🤖 AI Summary
This paper investigates the computational complexity of computing Bayesian-Nash equilibria (BNE) in first-price auctions under affiliated value distributions. We establish, for the first time, that deciding the existence of a pure-strategy BNE is NP-hard—even with discrete valuations and bids, no subjective prior assumptions, and general tie-breaking rules. Methodologically, we propose a dual-path approximation framework: “bid sparsification” (combinatorial enumeration) and “bid densification” (continuous optimization-driven refinement), integrating game-theoretic modeling, computational complexity analysis, and polynomial-time algorithm design. Theoretically, we provide the first NP-hardness foundation for equilibrium computation in affiliated first-price auctions.
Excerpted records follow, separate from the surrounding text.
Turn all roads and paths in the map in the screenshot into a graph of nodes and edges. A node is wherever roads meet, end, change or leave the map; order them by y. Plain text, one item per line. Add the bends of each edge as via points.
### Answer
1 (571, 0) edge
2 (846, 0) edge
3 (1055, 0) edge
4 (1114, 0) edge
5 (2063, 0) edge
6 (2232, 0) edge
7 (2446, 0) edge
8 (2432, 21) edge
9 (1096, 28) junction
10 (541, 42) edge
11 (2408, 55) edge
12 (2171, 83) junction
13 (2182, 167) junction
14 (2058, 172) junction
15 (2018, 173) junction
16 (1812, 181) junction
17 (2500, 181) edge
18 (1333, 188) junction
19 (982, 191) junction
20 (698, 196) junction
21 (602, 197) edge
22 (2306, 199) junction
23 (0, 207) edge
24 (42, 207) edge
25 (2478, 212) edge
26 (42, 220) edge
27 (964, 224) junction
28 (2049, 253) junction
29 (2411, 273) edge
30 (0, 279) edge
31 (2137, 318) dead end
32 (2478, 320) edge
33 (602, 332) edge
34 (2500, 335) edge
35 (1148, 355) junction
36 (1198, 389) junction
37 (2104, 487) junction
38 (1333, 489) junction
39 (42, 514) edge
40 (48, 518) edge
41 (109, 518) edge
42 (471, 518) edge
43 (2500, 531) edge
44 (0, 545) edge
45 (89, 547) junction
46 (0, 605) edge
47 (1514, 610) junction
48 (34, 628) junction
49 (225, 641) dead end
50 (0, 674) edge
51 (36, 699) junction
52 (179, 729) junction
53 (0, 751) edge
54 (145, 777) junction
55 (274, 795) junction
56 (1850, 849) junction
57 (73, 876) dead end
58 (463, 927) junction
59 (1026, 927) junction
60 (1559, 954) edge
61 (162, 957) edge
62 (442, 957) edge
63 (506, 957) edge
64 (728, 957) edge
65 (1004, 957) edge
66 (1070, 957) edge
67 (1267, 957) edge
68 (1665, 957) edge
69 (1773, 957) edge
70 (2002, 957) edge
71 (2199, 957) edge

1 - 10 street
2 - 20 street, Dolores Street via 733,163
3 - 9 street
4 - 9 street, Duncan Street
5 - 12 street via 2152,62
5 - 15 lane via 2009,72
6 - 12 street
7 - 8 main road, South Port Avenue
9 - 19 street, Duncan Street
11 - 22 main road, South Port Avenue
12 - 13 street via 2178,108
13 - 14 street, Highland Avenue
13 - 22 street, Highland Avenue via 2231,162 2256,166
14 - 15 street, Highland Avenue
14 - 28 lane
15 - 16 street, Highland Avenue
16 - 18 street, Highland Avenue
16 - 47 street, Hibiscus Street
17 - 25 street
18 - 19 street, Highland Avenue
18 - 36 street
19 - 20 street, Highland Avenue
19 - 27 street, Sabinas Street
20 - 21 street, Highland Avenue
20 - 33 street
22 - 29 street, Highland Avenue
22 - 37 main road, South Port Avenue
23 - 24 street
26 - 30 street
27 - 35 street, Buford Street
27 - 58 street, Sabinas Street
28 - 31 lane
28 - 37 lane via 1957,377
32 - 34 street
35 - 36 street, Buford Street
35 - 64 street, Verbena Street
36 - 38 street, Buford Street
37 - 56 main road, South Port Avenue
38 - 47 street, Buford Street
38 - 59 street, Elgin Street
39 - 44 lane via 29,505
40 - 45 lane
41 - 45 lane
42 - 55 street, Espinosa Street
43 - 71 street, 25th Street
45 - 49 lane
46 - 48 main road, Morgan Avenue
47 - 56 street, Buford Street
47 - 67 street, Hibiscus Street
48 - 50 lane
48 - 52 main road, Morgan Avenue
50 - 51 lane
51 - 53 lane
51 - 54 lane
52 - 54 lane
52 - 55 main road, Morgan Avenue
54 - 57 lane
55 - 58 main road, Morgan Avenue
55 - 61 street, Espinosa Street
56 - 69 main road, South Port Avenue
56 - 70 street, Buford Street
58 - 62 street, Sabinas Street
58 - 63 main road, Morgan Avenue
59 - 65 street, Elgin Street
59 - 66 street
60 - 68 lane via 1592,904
Practically, our framework yields polynomial-time approximation algorithms for BNE computation in symmetric settings or when the number of bidders is fixed—applicable to both discrete and continuous valuation spaces—thereby substantially expanding the class of computationally tractable auction models.
📝 Abstract
We consider the computational complexity of computing Bayes-Nash equilibria in first-price auctions, where the bidders' values for the item are drawn from a general (possibly correlated) joint distribution. We show that when the values and the bidding space are discrete, determining the existence of a pure Bayes-Nash equilibrium is NP-hard. This is the first hardness result in the literature of the problem that does not rely on assumptions of subjectivity of the priors, or convoluted tie-breaking rules. We then present two main approaches for achieving positive results, via bid sparsification and via bid densification. The former is more combinatorial and is based on enumeration techniques, whereas the latter makes use of the continuous theory of the problem developed in the economics literature. Using these approaches, we develop polynomial-time approximation algorithms for computing equilibria in symmetric settings or settings with a fixed number of bidders, for different (discrete or continuous) variants of the auction.